The complaint was the total adding up to 101%. I'm not really bothered by this as it is a rounding issue. That said, I like to "hide" such rounding issues. I have never understood why it is necessary to display the imperfection. Flip a coin and remove the decimals from one of the categories!


The incredibly expanding male

It's a mystery to me how there are always people who ignore certain rudimentary rules of graphing data. I'm talking about such clear guidelines as:

  • Bar charts encode data in the heights of the bars -- therefore:
  • You should start each bar at height zero, and
  • You should not vary the width of the bars (unless you are introducing another dimension), and
  • You should space the bars unevenly if your measurement times are unevenly spaced.

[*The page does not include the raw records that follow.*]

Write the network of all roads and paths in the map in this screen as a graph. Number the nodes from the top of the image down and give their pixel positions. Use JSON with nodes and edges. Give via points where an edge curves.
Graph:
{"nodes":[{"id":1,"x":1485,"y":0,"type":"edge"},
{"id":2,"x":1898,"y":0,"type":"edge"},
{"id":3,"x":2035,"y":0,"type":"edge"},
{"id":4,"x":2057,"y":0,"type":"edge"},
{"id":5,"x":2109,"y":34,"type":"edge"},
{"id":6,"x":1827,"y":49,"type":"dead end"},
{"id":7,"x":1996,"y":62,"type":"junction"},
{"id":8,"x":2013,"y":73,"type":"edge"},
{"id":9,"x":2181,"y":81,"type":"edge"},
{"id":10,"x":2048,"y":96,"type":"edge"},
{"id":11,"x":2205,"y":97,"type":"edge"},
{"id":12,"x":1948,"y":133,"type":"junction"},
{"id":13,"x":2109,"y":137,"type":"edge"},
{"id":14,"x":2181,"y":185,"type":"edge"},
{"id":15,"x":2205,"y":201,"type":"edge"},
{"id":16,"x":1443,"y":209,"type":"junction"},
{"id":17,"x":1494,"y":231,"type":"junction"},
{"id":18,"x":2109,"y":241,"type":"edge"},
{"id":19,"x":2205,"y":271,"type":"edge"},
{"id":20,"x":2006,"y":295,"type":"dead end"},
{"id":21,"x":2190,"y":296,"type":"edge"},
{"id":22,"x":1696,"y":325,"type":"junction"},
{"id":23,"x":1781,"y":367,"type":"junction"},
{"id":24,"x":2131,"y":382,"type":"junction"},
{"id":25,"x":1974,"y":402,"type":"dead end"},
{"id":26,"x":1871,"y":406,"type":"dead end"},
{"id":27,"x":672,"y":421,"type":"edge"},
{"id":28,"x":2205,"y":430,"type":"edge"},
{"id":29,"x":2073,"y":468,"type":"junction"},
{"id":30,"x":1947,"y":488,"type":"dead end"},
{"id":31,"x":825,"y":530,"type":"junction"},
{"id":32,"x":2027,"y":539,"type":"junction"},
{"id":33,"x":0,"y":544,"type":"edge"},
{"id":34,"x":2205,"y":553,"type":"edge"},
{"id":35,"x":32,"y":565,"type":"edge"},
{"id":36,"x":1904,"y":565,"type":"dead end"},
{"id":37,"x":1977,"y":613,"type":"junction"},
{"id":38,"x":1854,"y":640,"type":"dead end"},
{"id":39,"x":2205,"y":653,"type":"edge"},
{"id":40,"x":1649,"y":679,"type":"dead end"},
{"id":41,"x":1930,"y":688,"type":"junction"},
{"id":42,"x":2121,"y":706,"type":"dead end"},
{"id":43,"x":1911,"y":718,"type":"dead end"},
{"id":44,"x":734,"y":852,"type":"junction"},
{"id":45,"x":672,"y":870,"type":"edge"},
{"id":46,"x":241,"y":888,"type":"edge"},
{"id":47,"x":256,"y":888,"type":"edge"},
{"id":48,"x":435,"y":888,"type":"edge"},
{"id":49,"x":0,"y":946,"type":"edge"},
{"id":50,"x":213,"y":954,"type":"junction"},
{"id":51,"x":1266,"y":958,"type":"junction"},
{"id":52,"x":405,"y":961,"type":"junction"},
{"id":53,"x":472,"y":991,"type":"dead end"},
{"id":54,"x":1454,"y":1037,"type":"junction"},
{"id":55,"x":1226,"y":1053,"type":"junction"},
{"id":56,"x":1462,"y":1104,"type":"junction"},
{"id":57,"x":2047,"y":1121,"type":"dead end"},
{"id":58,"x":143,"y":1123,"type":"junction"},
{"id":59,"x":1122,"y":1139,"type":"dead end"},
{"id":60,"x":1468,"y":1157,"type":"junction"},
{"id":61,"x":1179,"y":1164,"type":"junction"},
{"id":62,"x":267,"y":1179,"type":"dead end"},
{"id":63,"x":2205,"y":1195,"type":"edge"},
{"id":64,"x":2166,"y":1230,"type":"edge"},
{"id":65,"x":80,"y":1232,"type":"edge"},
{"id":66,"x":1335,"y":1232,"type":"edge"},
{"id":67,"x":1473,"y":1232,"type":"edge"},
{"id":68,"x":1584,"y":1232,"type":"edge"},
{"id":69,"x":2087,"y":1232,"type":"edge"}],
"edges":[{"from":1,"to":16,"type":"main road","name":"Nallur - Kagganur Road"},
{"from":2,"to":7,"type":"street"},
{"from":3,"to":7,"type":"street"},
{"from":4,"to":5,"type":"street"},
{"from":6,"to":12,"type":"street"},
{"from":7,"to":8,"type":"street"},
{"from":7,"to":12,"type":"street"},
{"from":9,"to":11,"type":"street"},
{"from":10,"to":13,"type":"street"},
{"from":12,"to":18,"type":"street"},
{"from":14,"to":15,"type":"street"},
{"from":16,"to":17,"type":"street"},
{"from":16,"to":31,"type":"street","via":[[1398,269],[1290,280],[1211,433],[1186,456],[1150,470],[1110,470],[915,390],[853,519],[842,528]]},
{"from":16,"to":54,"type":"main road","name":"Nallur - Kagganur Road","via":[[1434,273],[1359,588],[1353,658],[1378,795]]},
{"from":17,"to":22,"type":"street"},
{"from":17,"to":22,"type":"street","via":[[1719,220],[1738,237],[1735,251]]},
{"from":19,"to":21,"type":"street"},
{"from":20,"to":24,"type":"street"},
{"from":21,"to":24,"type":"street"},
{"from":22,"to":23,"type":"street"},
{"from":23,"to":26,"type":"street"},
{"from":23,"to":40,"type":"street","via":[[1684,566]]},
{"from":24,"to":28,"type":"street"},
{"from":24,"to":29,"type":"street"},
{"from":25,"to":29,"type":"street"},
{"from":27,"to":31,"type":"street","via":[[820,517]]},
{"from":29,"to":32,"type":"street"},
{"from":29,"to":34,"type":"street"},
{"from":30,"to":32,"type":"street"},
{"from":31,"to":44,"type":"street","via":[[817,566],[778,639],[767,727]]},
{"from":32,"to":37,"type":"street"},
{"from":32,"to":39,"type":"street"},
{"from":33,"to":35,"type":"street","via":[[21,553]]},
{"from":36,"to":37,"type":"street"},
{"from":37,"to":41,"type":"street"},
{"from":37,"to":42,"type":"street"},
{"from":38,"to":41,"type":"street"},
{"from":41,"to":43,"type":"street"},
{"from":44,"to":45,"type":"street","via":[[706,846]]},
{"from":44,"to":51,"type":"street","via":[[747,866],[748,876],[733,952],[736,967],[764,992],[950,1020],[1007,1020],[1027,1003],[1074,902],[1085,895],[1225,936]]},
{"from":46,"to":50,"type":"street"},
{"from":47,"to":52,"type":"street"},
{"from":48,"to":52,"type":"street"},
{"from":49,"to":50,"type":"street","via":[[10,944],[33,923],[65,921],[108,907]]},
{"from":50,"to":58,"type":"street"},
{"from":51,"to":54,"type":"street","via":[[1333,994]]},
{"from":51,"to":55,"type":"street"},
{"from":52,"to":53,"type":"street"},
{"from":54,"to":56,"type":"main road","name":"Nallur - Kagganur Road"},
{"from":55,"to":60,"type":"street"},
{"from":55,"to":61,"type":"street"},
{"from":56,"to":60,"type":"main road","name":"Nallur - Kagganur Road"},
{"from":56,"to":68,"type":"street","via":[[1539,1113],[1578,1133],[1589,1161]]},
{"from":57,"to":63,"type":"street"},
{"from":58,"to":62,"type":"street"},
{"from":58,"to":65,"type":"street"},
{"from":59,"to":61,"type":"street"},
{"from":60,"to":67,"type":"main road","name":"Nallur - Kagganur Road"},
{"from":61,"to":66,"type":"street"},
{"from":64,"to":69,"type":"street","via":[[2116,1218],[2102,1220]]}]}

I mean, how is it in the year 2013, the BBC shows viewers this? (tip from UK reader Clarke C.)

Bbc_humangrowth_sm

The chart is absurd on its face. Men did not double in height between 1871 and 1971.  This chart was broadcast in the show "breakfast" which apparently is the BBC UK version of Good Morning America.

I'd just use a line chart. The figurine construct is cute but too much trouble because you have to grow the width while growing the height. If you encode data in the area, then the height is no longer proportional to the real height.

Years ago, we featured something similar: how penguins evolved into humans (link). Curiously, also a gift from British media.


Leave good alone

In Cousin misfit, we looked at a problematic area chart in which the areas on the chart contain no useful information. The lines in a line chart should carry some meaning, and so too should areas in an area chart.

Wsj_samsung

The Wall Street Journal recently printed something that looked like a cross between a column chart, an area chart, and a flow chart.  Whatever it is, the areas of the pieces do not match the data.

The data describes how the TV market is split between the top 5 brands (comprising over 50% of the total unit sales) and all other brands -- basically the six numbers printed on the chart.

The graphical construct can be broken up into three parts: a stacked column (on the left), a stacked column with gaps (on the right), and some connecting areas (which are parallelograms).

The last two parts are unnecessary, and in particular, the parallelograms distort the total areas.

It can be baffling to the reader why the left column is shorter than the right column when both show the identical data.

At first, I thought this is some kind of flow chart illustrating the change in market share over time but that's not the case.

What's wrong with the standard stacked column?


Reference: "Samsung Edges out TV Rivals", Wall Street Journal, Feb 17 2010.